* Task statement
A complete answer lists every line of the material where the string "Makam" occurs.

==============================

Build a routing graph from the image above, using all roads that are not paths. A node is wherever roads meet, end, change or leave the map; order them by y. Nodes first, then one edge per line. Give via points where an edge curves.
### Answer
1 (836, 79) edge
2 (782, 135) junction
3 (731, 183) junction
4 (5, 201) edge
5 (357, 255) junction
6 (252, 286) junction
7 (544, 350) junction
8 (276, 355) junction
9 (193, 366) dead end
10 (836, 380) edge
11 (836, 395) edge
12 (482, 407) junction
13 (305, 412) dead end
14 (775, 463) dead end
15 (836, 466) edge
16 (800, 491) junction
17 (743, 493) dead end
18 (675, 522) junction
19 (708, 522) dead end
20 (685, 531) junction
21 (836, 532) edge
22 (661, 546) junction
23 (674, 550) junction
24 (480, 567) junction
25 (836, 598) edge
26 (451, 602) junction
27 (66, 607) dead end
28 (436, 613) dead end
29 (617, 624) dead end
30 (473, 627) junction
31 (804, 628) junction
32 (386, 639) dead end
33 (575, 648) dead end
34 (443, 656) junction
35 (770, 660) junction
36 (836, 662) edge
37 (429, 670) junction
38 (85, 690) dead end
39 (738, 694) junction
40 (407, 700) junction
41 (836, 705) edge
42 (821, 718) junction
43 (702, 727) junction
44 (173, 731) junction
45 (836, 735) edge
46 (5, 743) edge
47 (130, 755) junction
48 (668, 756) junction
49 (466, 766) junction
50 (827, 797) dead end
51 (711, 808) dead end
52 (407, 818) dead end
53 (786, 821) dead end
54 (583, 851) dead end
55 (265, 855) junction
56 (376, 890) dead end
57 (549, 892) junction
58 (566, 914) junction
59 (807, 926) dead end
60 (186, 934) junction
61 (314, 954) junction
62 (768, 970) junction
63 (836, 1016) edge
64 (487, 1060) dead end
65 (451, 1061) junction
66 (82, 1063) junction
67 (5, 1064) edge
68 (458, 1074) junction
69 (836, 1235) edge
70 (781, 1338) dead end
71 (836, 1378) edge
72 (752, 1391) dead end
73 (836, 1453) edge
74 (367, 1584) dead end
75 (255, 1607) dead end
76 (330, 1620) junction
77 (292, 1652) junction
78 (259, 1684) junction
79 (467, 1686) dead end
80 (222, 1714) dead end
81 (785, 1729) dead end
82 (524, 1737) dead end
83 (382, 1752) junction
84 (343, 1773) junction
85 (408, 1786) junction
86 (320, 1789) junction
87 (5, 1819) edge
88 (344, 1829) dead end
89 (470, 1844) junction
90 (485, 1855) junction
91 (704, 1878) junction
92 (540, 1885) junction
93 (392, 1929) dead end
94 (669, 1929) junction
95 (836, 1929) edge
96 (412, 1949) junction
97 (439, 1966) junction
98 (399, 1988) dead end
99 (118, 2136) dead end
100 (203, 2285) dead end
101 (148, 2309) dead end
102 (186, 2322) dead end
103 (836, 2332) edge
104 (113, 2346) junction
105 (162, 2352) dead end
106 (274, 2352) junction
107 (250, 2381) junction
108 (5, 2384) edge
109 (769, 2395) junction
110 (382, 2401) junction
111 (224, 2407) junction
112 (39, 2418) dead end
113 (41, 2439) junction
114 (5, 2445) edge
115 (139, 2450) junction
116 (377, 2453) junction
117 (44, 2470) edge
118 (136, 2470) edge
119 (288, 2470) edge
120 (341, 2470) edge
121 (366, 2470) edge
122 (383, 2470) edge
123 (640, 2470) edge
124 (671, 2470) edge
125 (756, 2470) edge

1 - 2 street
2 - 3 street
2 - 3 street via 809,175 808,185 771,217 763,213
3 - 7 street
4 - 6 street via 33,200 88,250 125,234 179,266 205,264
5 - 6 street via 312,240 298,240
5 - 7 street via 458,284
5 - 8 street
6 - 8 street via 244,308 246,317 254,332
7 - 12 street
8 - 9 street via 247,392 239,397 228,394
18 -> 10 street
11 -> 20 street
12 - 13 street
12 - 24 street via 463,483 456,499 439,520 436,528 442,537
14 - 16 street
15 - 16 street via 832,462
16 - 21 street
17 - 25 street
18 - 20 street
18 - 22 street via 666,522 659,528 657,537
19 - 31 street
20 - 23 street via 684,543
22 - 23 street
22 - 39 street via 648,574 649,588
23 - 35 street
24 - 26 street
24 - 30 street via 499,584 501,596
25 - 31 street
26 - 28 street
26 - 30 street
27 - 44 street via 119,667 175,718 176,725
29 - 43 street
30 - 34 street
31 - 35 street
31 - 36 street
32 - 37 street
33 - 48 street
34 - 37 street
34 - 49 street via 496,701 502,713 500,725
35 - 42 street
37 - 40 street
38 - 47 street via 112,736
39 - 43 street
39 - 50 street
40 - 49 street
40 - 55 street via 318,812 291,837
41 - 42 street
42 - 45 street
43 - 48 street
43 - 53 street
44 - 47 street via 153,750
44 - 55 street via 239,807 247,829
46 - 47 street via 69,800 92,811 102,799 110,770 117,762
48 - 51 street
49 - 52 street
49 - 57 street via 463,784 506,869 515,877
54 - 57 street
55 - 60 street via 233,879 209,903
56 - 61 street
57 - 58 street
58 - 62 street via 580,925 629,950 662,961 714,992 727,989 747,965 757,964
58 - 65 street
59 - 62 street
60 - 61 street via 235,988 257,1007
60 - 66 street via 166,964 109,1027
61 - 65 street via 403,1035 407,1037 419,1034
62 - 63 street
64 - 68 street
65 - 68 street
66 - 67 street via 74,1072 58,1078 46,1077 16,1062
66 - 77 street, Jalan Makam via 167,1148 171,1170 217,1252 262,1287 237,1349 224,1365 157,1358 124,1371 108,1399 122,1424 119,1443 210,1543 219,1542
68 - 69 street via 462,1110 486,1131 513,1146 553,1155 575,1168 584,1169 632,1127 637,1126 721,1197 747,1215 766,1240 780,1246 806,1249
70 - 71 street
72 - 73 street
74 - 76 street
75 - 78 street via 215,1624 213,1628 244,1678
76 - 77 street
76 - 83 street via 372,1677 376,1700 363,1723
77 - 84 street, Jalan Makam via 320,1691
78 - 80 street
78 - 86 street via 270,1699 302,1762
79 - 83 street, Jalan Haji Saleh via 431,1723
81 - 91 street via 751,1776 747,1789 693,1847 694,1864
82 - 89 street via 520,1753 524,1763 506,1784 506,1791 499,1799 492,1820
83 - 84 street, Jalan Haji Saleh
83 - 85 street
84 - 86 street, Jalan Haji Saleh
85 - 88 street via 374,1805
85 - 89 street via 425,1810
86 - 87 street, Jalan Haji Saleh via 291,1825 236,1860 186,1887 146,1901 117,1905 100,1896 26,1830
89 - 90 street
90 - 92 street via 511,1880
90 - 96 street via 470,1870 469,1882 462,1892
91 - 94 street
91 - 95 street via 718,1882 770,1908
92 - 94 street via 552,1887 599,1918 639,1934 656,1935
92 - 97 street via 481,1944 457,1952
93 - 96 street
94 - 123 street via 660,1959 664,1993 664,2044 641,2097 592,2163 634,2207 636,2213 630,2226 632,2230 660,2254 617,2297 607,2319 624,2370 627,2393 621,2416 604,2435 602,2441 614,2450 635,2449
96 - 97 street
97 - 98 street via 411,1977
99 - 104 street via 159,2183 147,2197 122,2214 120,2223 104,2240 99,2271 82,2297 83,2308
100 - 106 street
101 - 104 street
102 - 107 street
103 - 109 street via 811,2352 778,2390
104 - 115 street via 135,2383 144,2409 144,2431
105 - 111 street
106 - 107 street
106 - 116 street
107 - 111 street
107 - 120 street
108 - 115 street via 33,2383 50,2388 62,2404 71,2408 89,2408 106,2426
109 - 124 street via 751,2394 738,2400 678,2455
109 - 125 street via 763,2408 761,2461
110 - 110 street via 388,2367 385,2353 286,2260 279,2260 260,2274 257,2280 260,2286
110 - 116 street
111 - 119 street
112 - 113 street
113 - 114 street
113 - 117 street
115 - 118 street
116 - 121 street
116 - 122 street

==============================

* Output for this task
66 - 77 street, Jalan Makam via 167,1148 171,1170 217,1252 262,1287 237,1349 224,1365 157,1358 124,1371 108,1399 122,1424 119,1443 210,1543 219,1542
77 - 84 street, Jalan Makam via 320,1691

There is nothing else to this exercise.